Still, I disagree with some of your arguments. Overall, you seem to have narrowly restricted what constitutes a ‘linked list’ while allow ‘arrays’ to be rather broadly interpreted.
Furthermore, you are performing your analysis with what seems to be a fairly narrow usage model; perhaps the data structure access/traversal cost is insignificant compared to the work actually done at each list entry. Hardware considerations are important, but the rule of optimizing bottlenecks is still essential!
Comments on your individual points:
1. The out-of-order execution argument is somewhat lacking; first of all, not all modern architectures use out-of-order execution; in particular, some of the lower-end ARM processors, Intel’s Atom processor, and the individual cores in the forthcoming Intel Many Integrated Core architecture.
2. Where hardware prefetching fails, there are software prefetching instructions (and intrinsics) that can be used. This can even be necessary with an array (say, of pointers).
3. The TLB/DRAM locality argument assumes that you have no indirection in your array (no arrays of pointers) and your that linked list cannot take advantage of pooled allocations. It depends greatly the usage model, but the cost of a TLB miss for a single element being added to a list vs. 100s of misses as you copy a gigantic array to insert into the middle is worth considering.
4. Again, this depends on the usage. Most people probably don’t use SIMD for their vector traversal anyway. Notwithstanding, it should be possible to traverse multiple linked lists at once in SIMD given gather support (announced in the AVX2 instructions to appear in the upcoming Haswell microarchtecture)
You argument against ‘cheaper insertions in the middle’ is missing a lot of details. Clearly inserting into the middle of a linked list (given the position) is O(1) while inserting into the middle of a vector is O(n). Searching is a different matter; at least separate the two notions in your analysis. Where does the ’2x the operations’ argument come from?
The argument about ‘Pointers in the middle’ is nonsensical to me. What you’ve described _isn’t_ a hash table, it’s more like Pugh’s ‘Skip lists’.
You’ve also omitted all of the interesting things you can do with lists, like have them be circular, or element be members of multiple lists. I agree that these are unusual methods of use, but they are still interesting and potentially useful.
I think a more interesting angle is ‘how to do you implement linked lists (or linked list behavior) in a way that is architecture-friendly?’. Things like B-Trees can be viewed as sort of hybrid arrays/lists.

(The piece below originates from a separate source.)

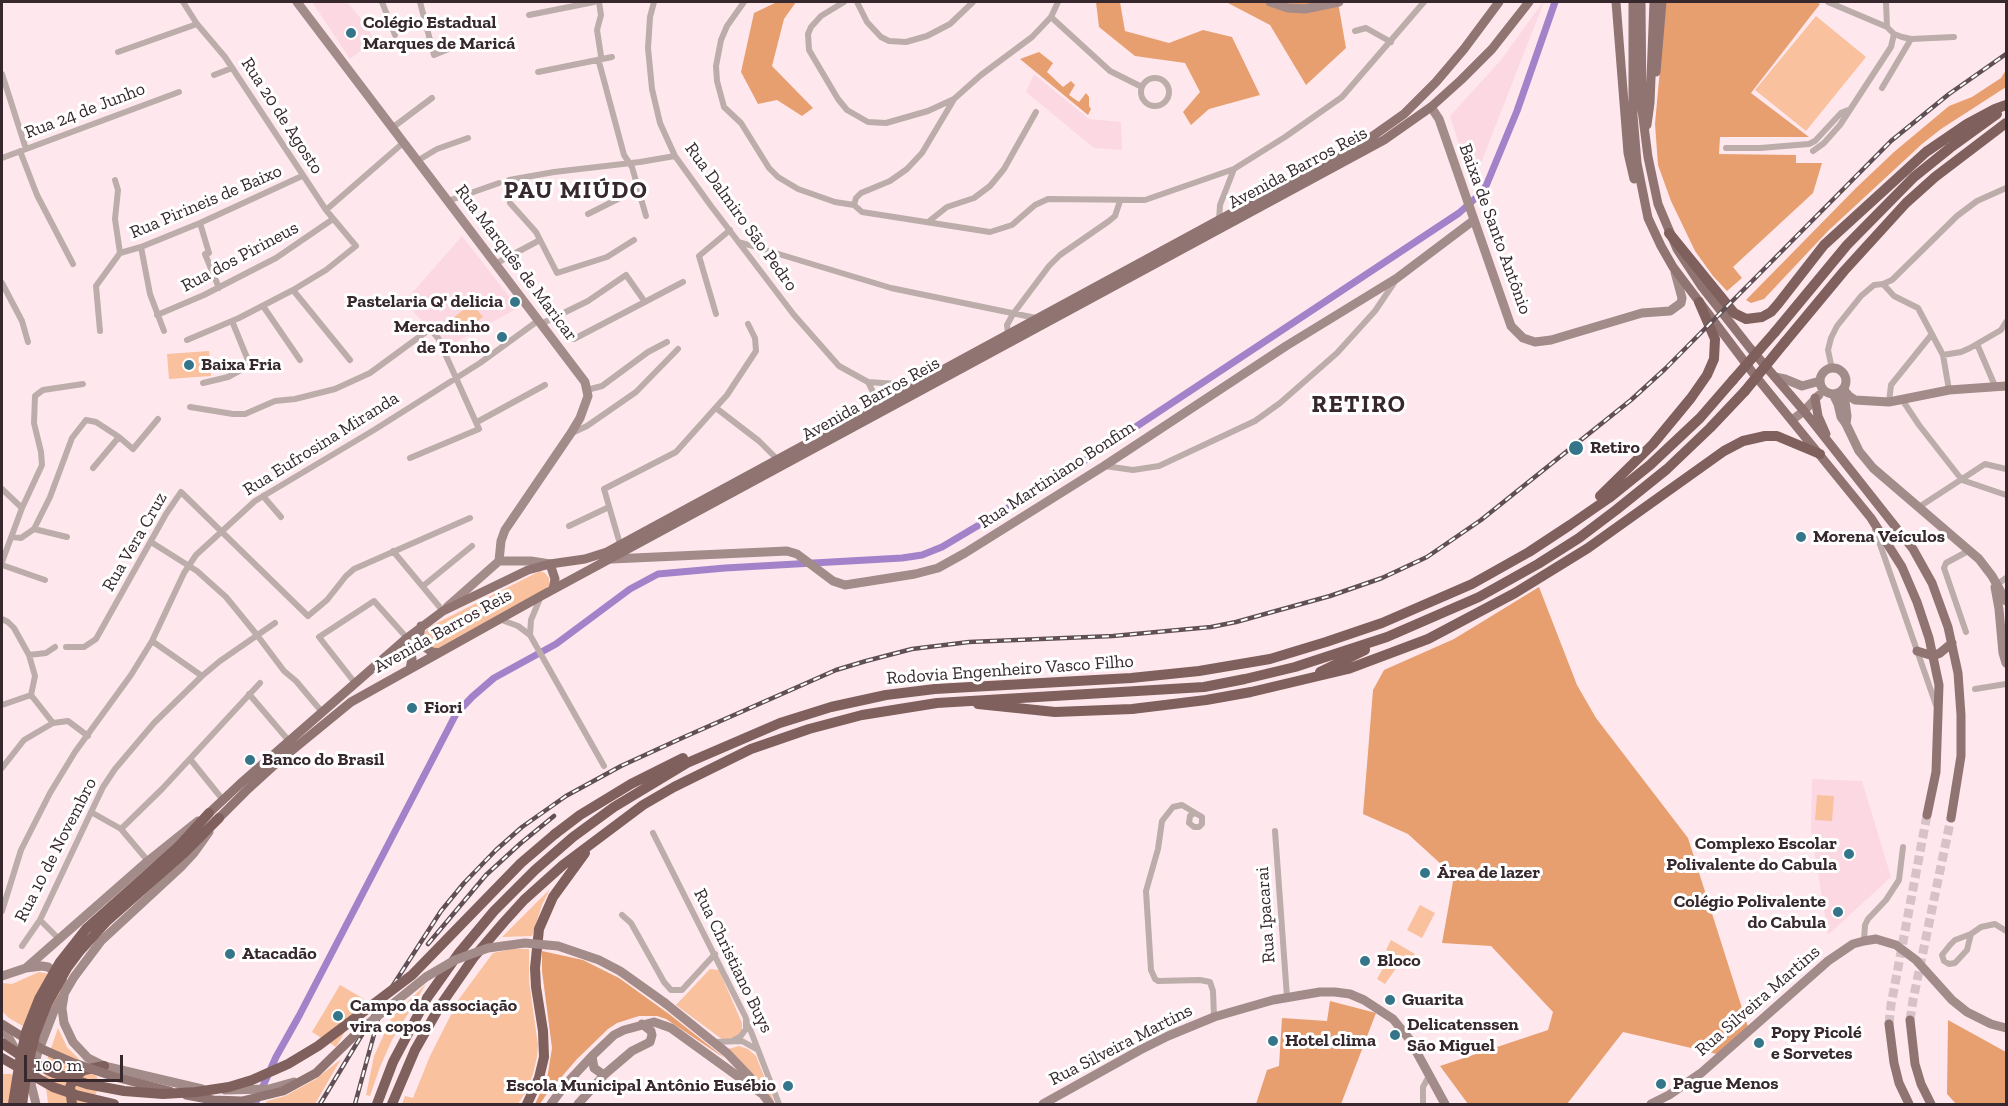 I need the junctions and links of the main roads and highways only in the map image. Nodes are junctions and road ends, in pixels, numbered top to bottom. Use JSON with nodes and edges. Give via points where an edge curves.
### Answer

Anyway, thanks for the interesting post; just thought I’d weigh in.
Jason
Hi Jason,
Thanks for an excellent comment This is exactly what I was hoping that someone will add some sense to my arguments as I was sure I was missing some details. I agree with most of what you have said. Individual responses follow:
I do not think I have restricted the list as such. I just added amortized doubling and a head/tail pointer to the array which are both present in the linked list already (it does mallocs are has head/tail pointers). It just makes the comparison a bit fair to arrays. What do you think?
I agree with your comment about the traversal being a minor cost in some. It may not matter at all in many cases. However, if an optimization comes for free, then I would argue that it should be done even if it does not always benefit and does not increase code’s complexity.
Now the points:
1. I agree that out-of-order is not in every core but the list does restrict opportunities to increase memory-level parallelism (MLP). Some in-order cores like Sun Rock employ techniques to get MLP and lists are still bad for those.
2. In my experience, software prefetching a linked list is actually a lot harder than an array. Letting software prefetches get ahead of the actual stream requires a lot more ninja. Also, the null pointer at the end makes prefetching a bit tricky as well.
By the way, I think we should not not compare an array of pointers to a linked list unless the link list is also a list of pointers, in which case they will be equally bad.
3. Totally agreed with the pooled allocation argument. However, as I said, pointers of arrays should be kept out of the picture (as it is unfair to compare it with a list of data values). See my response below to the insertion being O(1).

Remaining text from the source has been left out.